Deploy to Cloudflare Workers:

npm run deploy

This will:

  1. Set ENVIRONMENT=production to prevent automatic schema syncing
  2. Build the Vite application
  3. Sync the database schema (safe operations only)
  4. Deploy to Cloudflare Workers using Wrangler

In production, bknd will:

  • Use the configuration defined in config.ts
  • Skip config validation for better performance
  • Expect secrets to be provided via environment variables

How Code Mode Works

  1. Define Schema: Create entities and fields using the Drizzle-like API in config.ts
  2. Convert to JSON: Use schema.toJSON() to convert your schema to bknd's configuration format
  3. Manual Types: Optionally declare types inline for IDE support and type safety
  4. Deploy: Same configuration runs in both development and production

Code Mode vs Hybrid Mode

Feature Code Mode Hybrid Mode
Schema Definition Code-only (em, entity, text) Visual UI in dev, code in prod
Configuration Files None (all in code) Auto-generated bknd-config.json
Type Generation Manual or opt-in Automatic
Setup Complexity Minimal Requires plugins & filesystem access
Use Case Traditional code-first workflows Rapid prototyping, visual development

Type Generation (Optional)

This example intentionally does not use automatic type generation to simulate a typical development environment where types are managed manually.

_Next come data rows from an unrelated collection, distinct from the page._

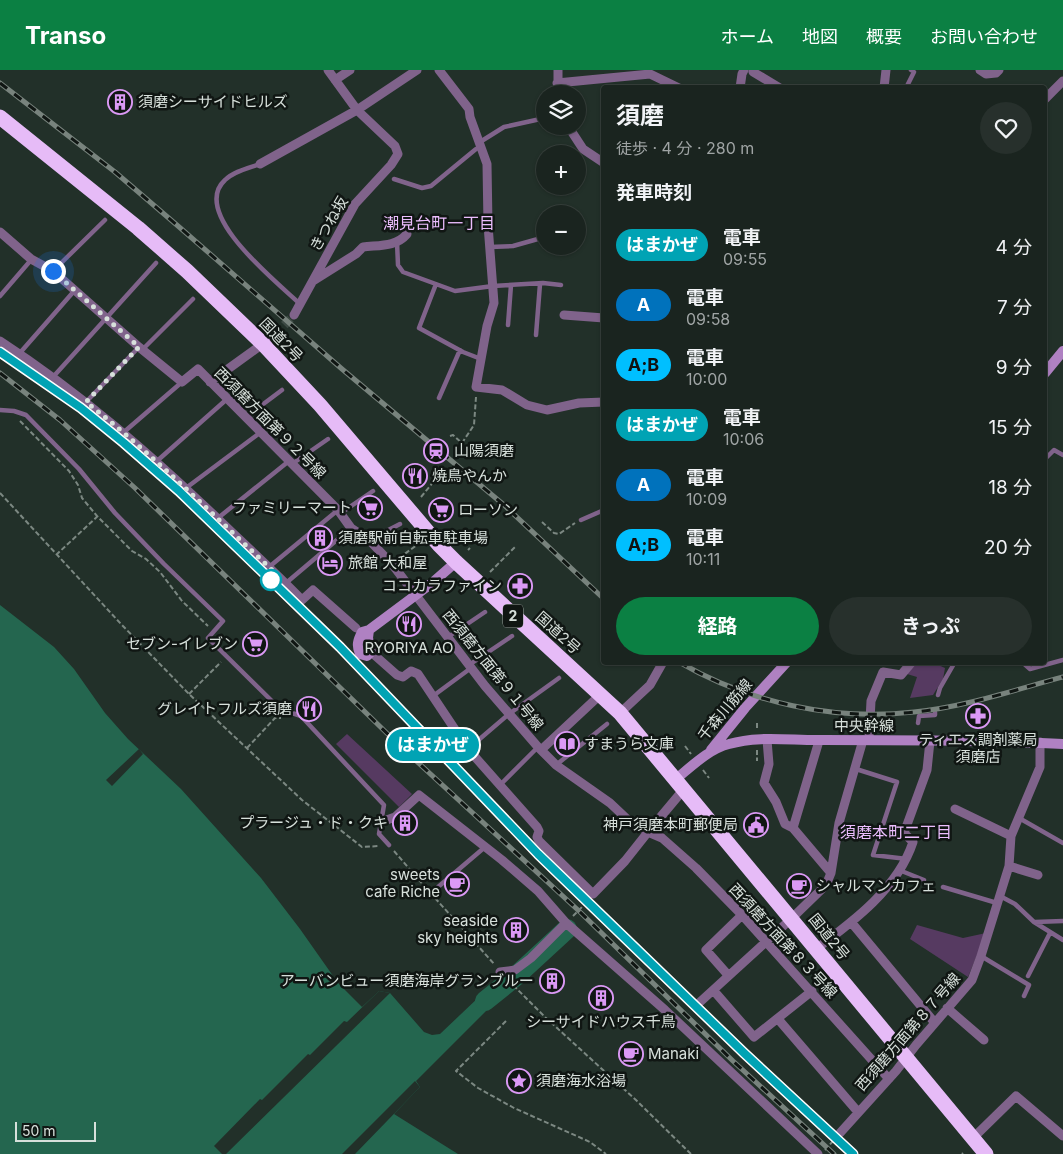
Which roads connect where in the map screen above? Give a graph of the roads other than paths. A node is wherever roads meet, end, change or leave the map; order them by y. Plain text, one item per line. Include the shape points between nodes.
1 (328, 70) edge
2 (350, 70) edge
3 (417, 70) edge
4 (439, 70) edge
5 (558, 70) edge
6 (886, 70) edge
7 (911, 70) edge
8 (980, 70) edge
9 (999, 70) edge
10 (747, 71) edge
11 (650, 72) edge
12 (335, 80) junction
13 (1063, 81) edge
14 (557, 83) joint
15 (674, 85) edge
16 (741, 85) edge
17 (774, 85) edge
18 (884, 85) edge
19 (908, 85) edge
20 (1047, 97) edge
21 (357, 110) junction
22 (0, 117) edge
23 (536, 120) edge
24 (574, 135) edge
25 (481, 145) junction
26 (601, 161) edge
27 (260, 164) joint
28 (394, 179) dead end
29 (105, 220) dead end
30 (0, 232) edge
31 (406, 234) dead end
32 (536, 240) edge
33 (397, 242) junction
34 (490, 247) junction
35 (31, 260) junction
36 (156, 263) dead end
37 (53, 271) junction
38 (312, 281) junction
39 (436, 284) junction
40 (540, 284) junction
41 (511, 285) junction
42 (561, 285) dead end
43 (493, 286) junction
44 (75, 290) junction
45 (0, 296) edge
46 (193, 298) dead end
47 (300, 304) junction
48 (294, 315) tunnel mouth
49 (564, 315) dead end
50 (107, 318) junction
51 (601, 318) edge
52 (508, 324) dead end
53 (275, 335) tunnel mouth
54 (536, 335) dead end
55 (0, 341) edge
56 (262, 343) junction
57 (141, 348) junction
58 (460, 350) junction
59 (1063, 351) edge
60 (19, 354) junction
61 (481, 359) junction
62 (1047, 371) edge
63 (52, 377) junction
64 (182, 382) junction
65 (210, 382) junction
66 (282, 390) dead end
67 (228, 398) junction
68 (439, 398) dead end
69 (86, 402) junction
70 (601, 402) edge
71 (0, 410) edge
72 (246, 417) junction
73 (124, 432) junction
74 (261, 432) junction
75 (328, 439) dead end
76 (1063, 455) edge
77 (1047, 457) edge
78 (157, 461) junction
79 (291, 463) junction
80 (186, 488) junction
81 (373, 491) dead end
82 (601, 511) edge
83 (339, 512) junction
84 (217, 518) junction
85 (581, 520) road end
86 (400, 524) dead end
87 (351, 528) junction
88 (369, 540) junction
89 (456, 562) junction
90 (269, 567) junction
91 (286, 583) junction
92 (416, 594) junction
93 (486, 612) dead end
94 (356, 628) dead end
95 (512, 636) dead end
96 (448, 637) junction
97 (371, 652) joint
98 (1063, 660) edge
99 (1047, 664) edge
100 (661, 665) edge
101 (784, 665) edge
102 (910, 665) edge
103 (953, 665) edge
104 (1026, 665) edge
105 (1042, 665) edge
106 (470, 667) junction
107 (559, 678) dead end
108 (600, 695) junction
109 (938, 695) dead end
110 (432, 696) junction
111 (936, 712) dead end
112 (620, 713) junction
113 (509, 714) junction
114 (918, 723) dead end
115 (607, 724) dead end
116 (767, 740) junction
117 (819, 740) junction
118 (866, 740) junction
119 (930, 741) junction
120 (1040, 742) junction
121 (1063, 744) edge
122 (540, 749) junction
123 (468, 750) junction
124 (707, 755) junction
125 (556, 765) junction
126 (856, 769) junction
127 (680, 784) junction
128 (500, 785) junction
129 (955, 809) dead end
130 (1019, 818) junction
131 (381, 822) junction
132 (793, 828) junction
133 (648, 832) junction
134 (1011, 836) junction
135 (1063, 843) edge
136 (389, 845) road end
137 (485, 847) junction
138 (907, 859) junction
139 (1008, 866) junction
140 (899, 870) junction
141 (831, 873) junction
142 (1038, 875) dead end
143 (924, 880) dead end
144 (943, 887) dead end
145 (431, 893) road end
146 (998, 899) junction
147 (742, 915) junction
148 (791, 919) junction
149 (1063, 921) edge
150 (851, 922) junction
151 (1034, 922) junction
152 (566, 923) junction
153 (1050, 933) junction
154 (1063, 940) edge
155 (766, 942) junction
156 (816, 949) junction
157 (981, 956) junction
158 (500, 972) road end
159 (728, 975) junction
160 (1028, 976) dead end
161 (714, 991) junction
162 (812, 992) junction
163 (1024, 996) dead end
164 (700, 1002) dead end
165 (947, 1008) junction
166 (778, 1019) junction
167 (935, 1023) junction
168 (984, 1040) dead end
169 (906, 1058) junction
170 (889, 1079) junction
171 (858, 1112) junction
172 (840, 1133) road end
173 (1063, 1136) edge
174 (973, 1138) junction
175 (818, 1154) edge
176 (986, 1154) edge

1 - 12 street
2 - 12 street
3 - 21 street
4 - 25 street via 469,109
5 - 14 street
6 - 18 street
7 - 19 lane via 914,72
8 - 9 street via 986,74
10 - 16 street
10 - 17 street
11 - 14 street
11 - 15 street
12 - 21 street
13 - 20 street
21 - 27 street
21 - 38 street, きつね坂 via 395,146 398,154 355,204
22 - 56 highway, 国道2号 / 2 via 138,228
23 - 25 lane via 504,127
24 - 26 street via 583,149
25 - 28 lane via 431,186 422,188
25 - 34 street via 487,164
27 - 47 lane via 224,180 216,199 219,216 239,247
29 - 37 lane
30 - 35 street
31 - 33 street
32 - 34 lane via 513,246
33 - 38 street via 363,247
33 - 39 lane via 398,265 403,272
34 - 43 street
35 - 37 street
35 - 45 lane
36 - 50 lane
37 - 44 street
38 - 47 street, きつね坂
39 - 43 lane via 456,291
39 - 58 lane via 419,328
40 - 41 lane
40 - 42 lane
40 - 54 lane
41 - 43 lane
41 - 52 lane
43 - 61 street via 494,303
44 - 50 street
44 - 60 lane
46 - 57 lane
47 - 48 street, きつね坂
49 - 51 street
50 - 57 street
50 - 63 lane
53 - 56 street
55 - 60 street
56 - 65 street
56 - 89 highway, 国道2号 / 2
57 - 64 street
57 - 69 lane
58 - 61 lane
58 - 68 lane
59 - 62 street
60 - 63 street
61 - 70 street via 476,387 502,390 527,405 547,410
63 - 69 street
64 - 65 street, 西須磨方面第９２号線 via 198,369
64 - 73 lane
65 - 67 street, 西須磨方面第９２号線
66 - 72 lane
67 - 72 street, 西須磨方面第９２号線
67 - 78 lane
69 - 73 street
71 - 131 lane via 26,415 80,469 115,513 223,621 208,638 280,709 301,716 384,805
72 - 74 street, 西須磨方面第９２号線
73 - 78 street
74 - 79 street, 西須磨方面第９２号線
74 - 80 lane
75 - 79 lane
76 - 77 lane via 1054,450
78 - 80 street
79 - 83 street, 西須磨方面第９２号線
79 - 84 lane
80 - 84 street
81 - 83 lane
82 - 85 lane
83 - 87 street, 西須磨方面第９２号線
83 - 90 lane
84 - 90 street
86 - 88 lane
87 - 88 street, 西須磨方面第９２号線
87 - 91 lane
88 - 92 street, 西須磨方面第９２号線
89 - 92 street
89 - 108 highway, 国道2号 / 2
90 - 91 street
91 - 94 street via 302,600 313,590
92 - 96 street, 西須磨方面第９１号線
92 - 97 street via 362,632 357,647 360,654 367,656
93 - 96 lane
95 - 106 lane
96 - 106 street, 西須磨方面第９１号線
97 - 110 street via 396,675 418,674
98 - 99 lane
100 - 112 street via 650,686
101 - 124 street, 千森川筋線
102 - 118 street via 901,676 883,672 872,701
103 - 109 lane
104 - 105 lane via 1030,668
106 - 110 lane
106 - 113 street, 西須磨方面第９１号線
107 - 113 lane
108 - 112 highway, 国道2号 / 2
108 - 122 street
110 - 123 street
111 - 114 lane via 935,715 919,716
112 - 127 highway, 国道2号 / 2
113 - 122 street, 西須磨方面第９１号線
113 - 123 lane
115 - 125 lane
116 - 117 street, 中央幹線
116 - 124 street, 中央幹線 via 727,744
116 - 132 street via 769,764 764,783 786,824
117 - 118 street, 中央幹線
117 - 132 street
118 - 119 street, 中央幹線
118 - 126 street
119 - 120 street, 中央幹線
119 - 138 street via 927,770 904,833 913,842
120 - 121 street, 中央幹線
120 - 130 street, 西須磨方面第８７号線 via 1040,767
122 - 125 street, 西須磨方面第９１号線
122 - 128 lane
123 - 128 street
124 - 127 street, 中央幹線
125 - 133 street, 西須磨方面第９１号線
126 - 138 lane via 897,782 873,855
126 - 141 street via 839,823
127 - 133 street
127 - 148 highway, 国道2号 / 2
128 - 133 street via 537,827 539,841 593,894
129 - 134 street
130 - 134 street, 西須磨方面第８７号線
130 - 135 lane
131 - 136 lane via 380,834
131 - 137 street via 395,817 418,795
132 - 141 street
133 - 147 street, 西須磨方面第８３号線 via 662,838 696,868
134 - 139 street, 西須磨方面第８７号線
137 - 145 lane
137 - 152 street via 538,891
138 - 140 street
139 - 142 street
139 - 146 street, 西須磨方面第８７号線
140 - 143 lane
140 - 150 street via 871,906
141 - 148 street via 826,885
144 - 146 lane
146 - 151 lane via 1015,904
146 - 157 street, 西須磨方面第８７号線
147 - 155 street, 西須磨方面第８３号線
147 - 159 street via 706,950
148 - 155 street
148 - 156 highway, 国道2号 / 2
149 - 151 lane
150 - 156 street
150 - 167 street
151 - 153 lane
152 - 158 street via 515,970
152 - 175 street via 665,1010
153 - 154 lane
153 - 160 lane
155 - 159 street
155 - 162 street, 西須磨方面第８３号線
156 - 169 highway, 国道2号 / 2
157 - 163 lane via 1029,985
157 - 165 street, 西須磨方面第８７号線 via 972,980
159 - 161 street
161 - 164 street
161 - 166 street via 754,1037
162 - 166 street
162 - 170 street, 西須磨方面第８３号線
165 - 167 street, 西須磨方面第８７号線
165 - 168 street
166 - 171 street
167 - 169 street, 西須磨方面第８７号線
169 - 170 street, 西須磨方面第８７号線
169 - 174 highway, 国道2号 / 2
170 - 171 street, 西須磨方面第８７号線
171 - 172 street, 西須磨方面第８７号線
173 - 174 street via 1016,1096
174 - 176 highway, 国道2号 / 2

This approach:

  • Reduces build complexity
  • Eliminates dependency on build-time tooling
  • Works in any environment without special plugins

However, if you prefer automatic type generation, you can easily add it:

Option 1: Using the Vite Plugin and code helper presets

Add typesFilePath to your config:

export default code({
   typesFilePath: "./bknd-types.d.ts",
   // ... rest of config
});

For Cloudflare Workers, you'll need the devFsVitePlugin:

// vite.config.ts
import { devFsVitePlugin } from "bknd/adapter/cloudflare";

export default defineConfig({
   plugins: [
      // ...
      devFsVitePlugin({ configFile: "config.ts" })
   ],
});

Finally, add the generated types to your tsconfig.json:

{
   "compilerOptions": {
      "types": ["./bknd-types.d.ts"]
   }
}

This provides filesystem access for auto-syncing types despite Cloudflare's unenv restrictions.

Option 2: Using the CLI

You may also use the CLI to generate types:

npx bknd types --outfile ./bknd-types.d.ts

Database Seeding

Unlike UI-only and hybrid modes where bknd can automatically detect an empty database (by attempting to fetch the configuration. A "table not found" error indicates a fresh database), code mode requires manual seeding. This is because in code mode, the configuration is always provided from code, so bknd can't determine if the database is empty without additional queries, which would impact performance.

This example includes a seed.ts file that you can run manually. For Cloudflare, it uses bknd.config.ts (with withPlatformProxy) to access Cloudflare resources like D1 during CLI execution:

npm run bknd:seed

The seed script manually checks if the database is empty before inserting data. See the seed.ts file for implementation details.